Evaluation of an anthropogenic bottleneck scenario

Initial bottleneck analysis applied the heterozygosity excess test under a range of mutation model definitions, finding a signal for a genetic bottleneck only under the IAM model. Given that this model is unrealistic for most “real” microsatellites (Di Rienzo et al. 1994) and that a TPM model comprising ~5% IAM mutations is more likely (Piry et al. 1999), results from this analysis appear most consistent with the population having undergone a historic expansion. Moreover, a shift in the allele frequency distribution from an L-shaped distribution was not observed, suggesting that the population was not recently bottlenecked. Results of the ABC analysis, conducted as an alternative analytical bottleneck assessment, were generally in agreement with the classical bottleneck tests, yet provided greater demographic resolution. Given that the compared models only differed in the prior constraint on Ne(bottleneck), and that Type I and II error were both estimated at approximately 30%, results established that a population model involving a recent Ne reduction is not compatible with the observed distribution of genetic variation in B. mysticetus. In addition, the ABC analysis found no evidence for the population expansion circa 8500 ybp postulated by Rooney et al. (1999). The absence of these events in the recent demographic history is reflected in the posterior distributions of parameters. Similar Ne posteriors for Ne(historicA) and Ne(historicB) and flat distributions of time posteriors associated with these parameters indicate a lack of signal for shift in population size during this time frame (i.e., no population expansion 8500 ybp). Similarly, we found no clear signal for Ne during the past 300 years (Ne(contemporary) and Ne(bottleneck)). The absence of a strong posterior estimate for Ne over recent times reflects that a wide range of Ne values over this time period in conjunction with estimated historic Ne values produce summary statistics similar to that observed in the BCB. In other words, any range of plausible population sizes over the past 300 years is not sufficient to drive genetic signal in bowhead whales. This is an important point, as it reflects the relationships among genetic signal, generation time, and μ, which are clearly manifested in this analysis because of the design of approximate Bayesian computation, which allows for the parameterization of models incorporating stratified temporal events.

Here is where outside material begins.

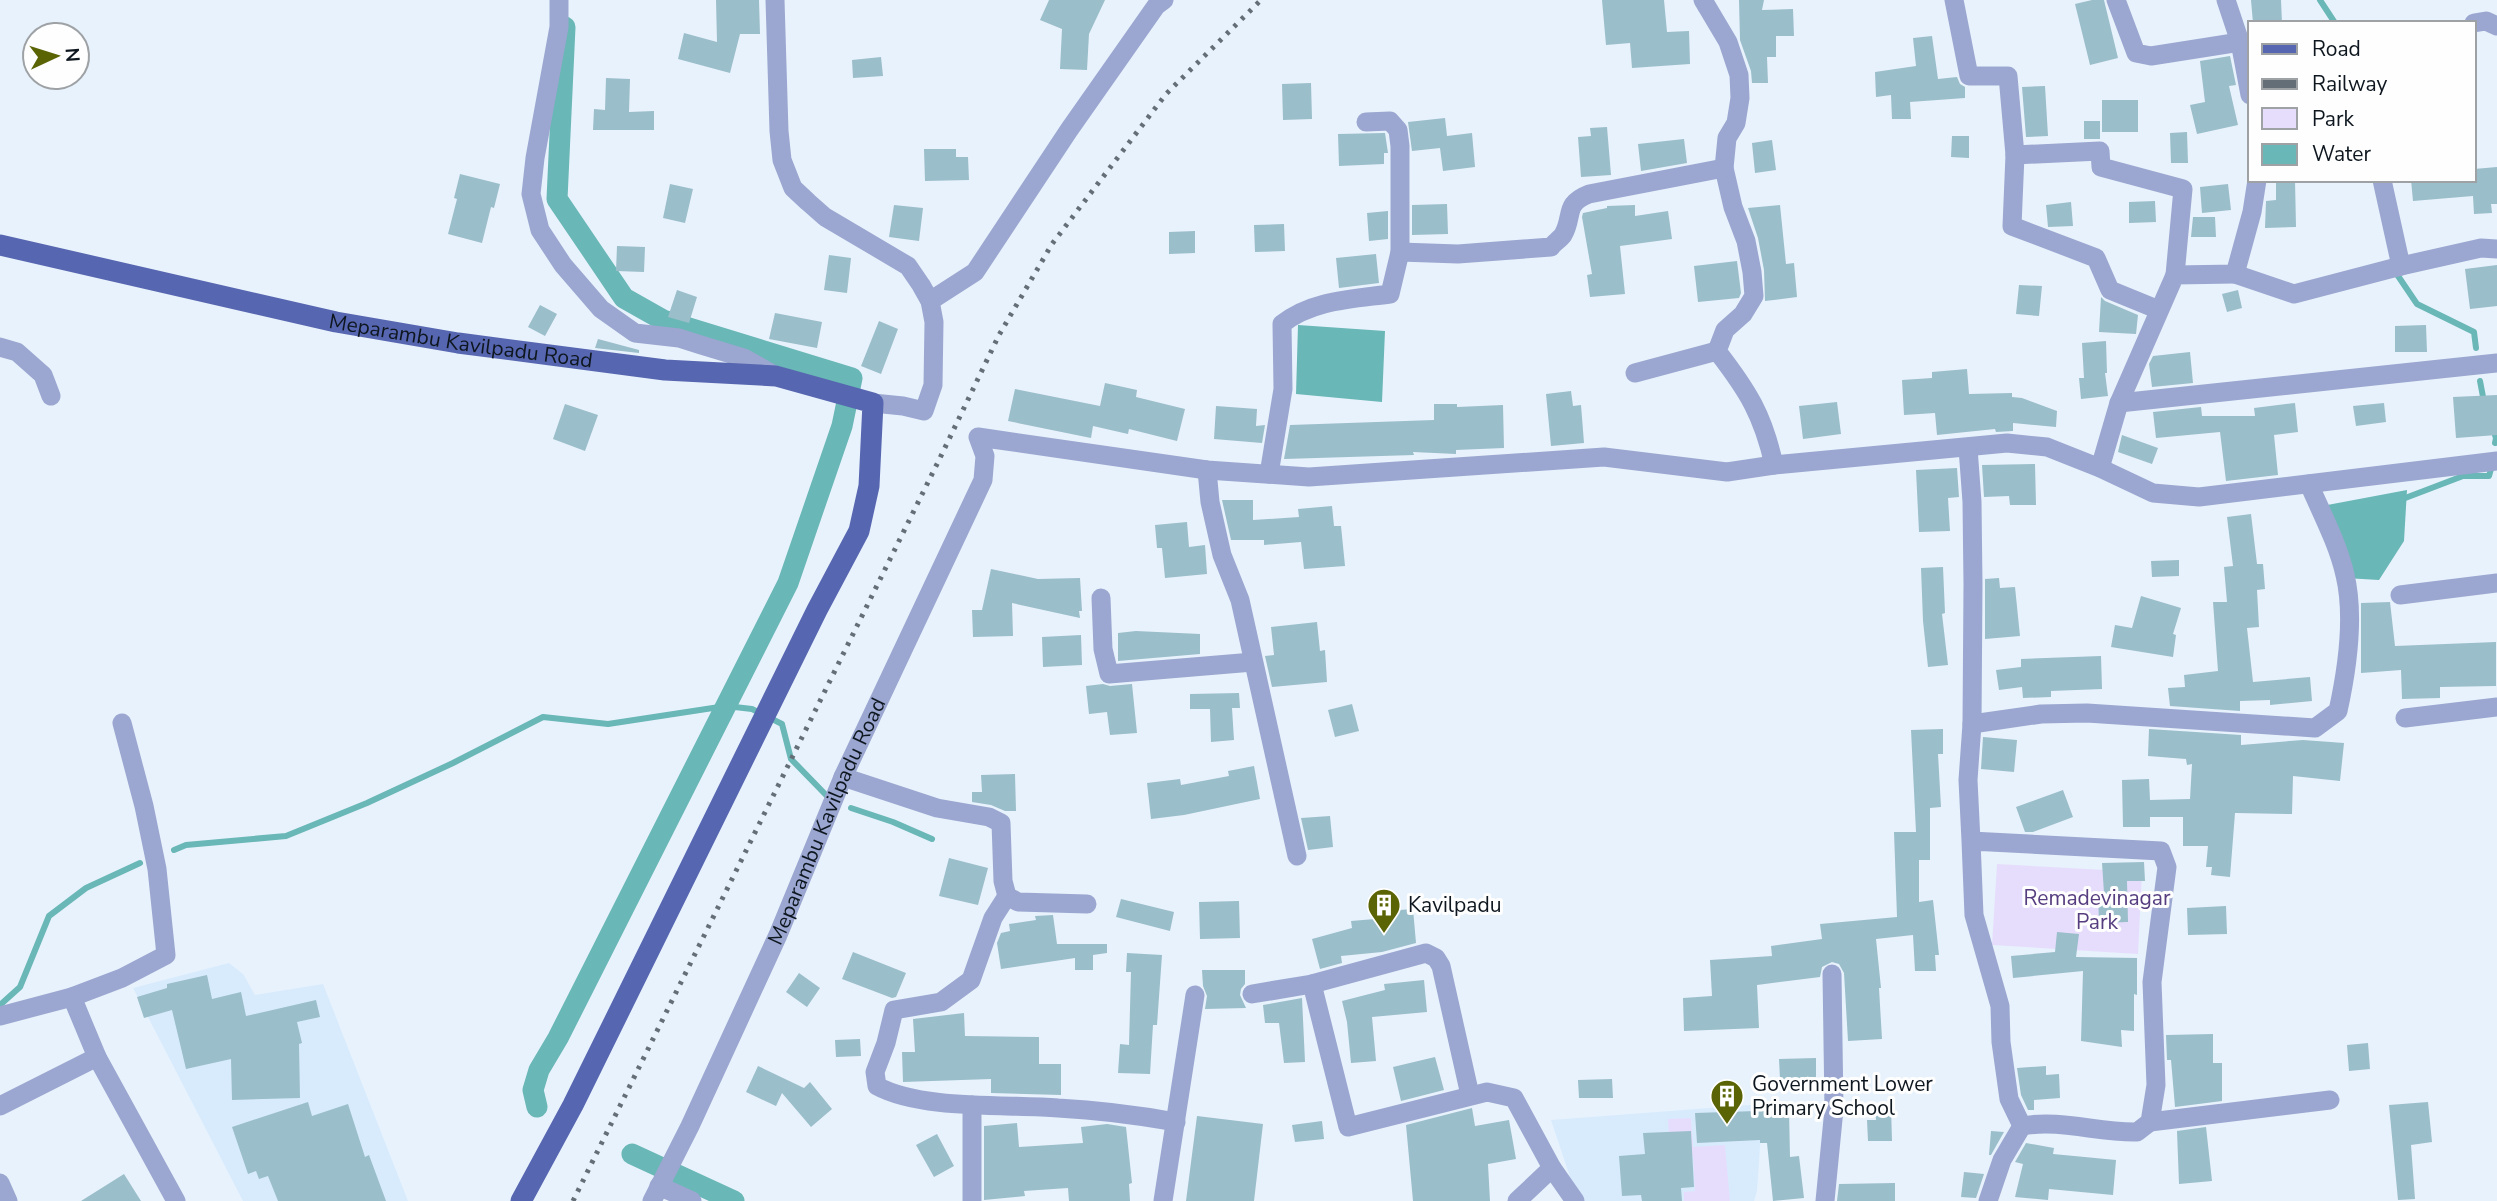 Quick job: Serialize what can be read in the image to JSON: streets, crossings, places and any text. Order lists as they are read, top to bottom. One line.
{"streets":{"main road":["Meparambu Kavilpadu Road"]},"parks":["Remadevinagar Park"],"places":{"building":["Kavilpadu","Government Lower Primary School"]},"legend":["Road","Railway","Park","Water"],"north":"right"} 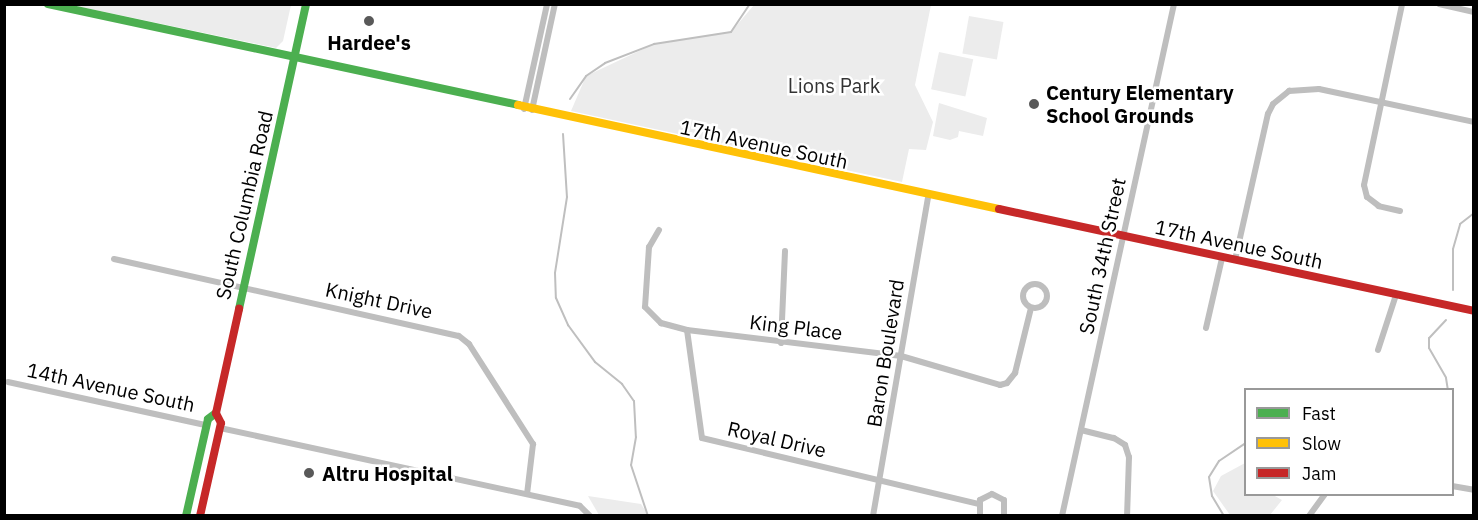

The results of bottleneck analyses could be viewed as contrary to what would be expected given what is known about stock depletion through parts of the 19th and 20th centuries. The period of unregulated whaling, which ensued for nearly 70 years, resulted in greater than 90% population depletion. However, this time period measured in terms of B. mysticetus generations is only 1.3 generations. Thus, it seems that the perceived brief duration of the bottleneck has prevented the loss of genetic variation in B. mysticetus. This hypothesis is supported through theoretical work by Allendorf (1986), who through simulation showed that the reduction in heterozygosity resulting from population bottlenecks is largely determined by bottleneck duration. A few empirical studies have also observed a buffering effect against bottlenecks by long generation time in certain species (Dinerstein and McCracken 1990; Hailer et al. 2006; Lippé et al. 2006). By comparison, demographic studies investigating population depletion in the gray whale (Alter et al. 2007, 2012) have indicated population size reductions; however, the influence of human disturbances to the patterns is not clear. To illustrate this point, we carried out a set of post hoc simulations using SPAms (Parreira et al. 2009). The major parameters of the simulations involved μ (assumed as 1 × 10−4), Ne(ancestral), Ne(contemporary), and generations since the change in population size. Multiple sets of simulations were conducted to encompass a range of combinations of the latter three parameters. Figure 5 shows that the set of simulations most similar to that characterizing B. mysticetus resulted in no loss of heterozygosity. In fact, much smaller contemporary Ne coupled with bottlenecks of greater duration would be required to appreciably reduce heterozygosity. Apart from this simple relationship between generation time and bottleneck duration that has directed a lack of genetic signal in bowhead whales, an additional consideration is that contemporary sampling includes individuals that were born both before and after the population reduction (Givens et al. 2010). Because individuals born during or before the depletion are still living and potentially breeding provides additional buffering to bottleneck effects and influences the ability to detect genetic signature for the depletion.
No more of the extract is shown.